The reply should contain each record below, returned exactly as given.

......

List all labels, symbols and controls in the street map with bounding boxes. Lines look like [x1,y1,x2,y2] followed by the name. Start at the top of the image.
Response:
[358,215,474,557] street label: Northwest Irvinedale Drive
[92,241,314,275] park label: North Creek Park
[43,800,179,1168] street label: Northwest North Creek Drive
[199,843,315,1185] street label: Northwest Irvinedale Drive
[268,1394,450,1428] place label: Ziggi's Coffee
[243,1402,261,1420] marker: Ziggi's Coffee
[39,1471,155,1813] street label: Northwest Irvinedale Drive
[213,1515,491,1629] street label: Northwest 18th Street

......

WRITTEN SOLUTION →
List all labels, symbols and controls in the street map with bounding boxes. Lines look like [x1,y1,x2,y2] followed by the name. Start at the top of the image.
Response:
[358,215,474,557] street label: Northwest Irvinedale Drive
[92,241,314,275] park label: North Creek Park
[43,800,179,1168] street label: Northwest North Creek Drive
[199,843,315,1185] street label: Northwest Irvinedale Drive
[268,1394,450,1428] place label: Ziggi's Coffee
[243,1402,261,1420] marker: Ziggi's Coffee
[39,1471,155,1813] street label: Northwest Irvinedale Drive
[213,1515,491,1629] street label: Northwest 18th Street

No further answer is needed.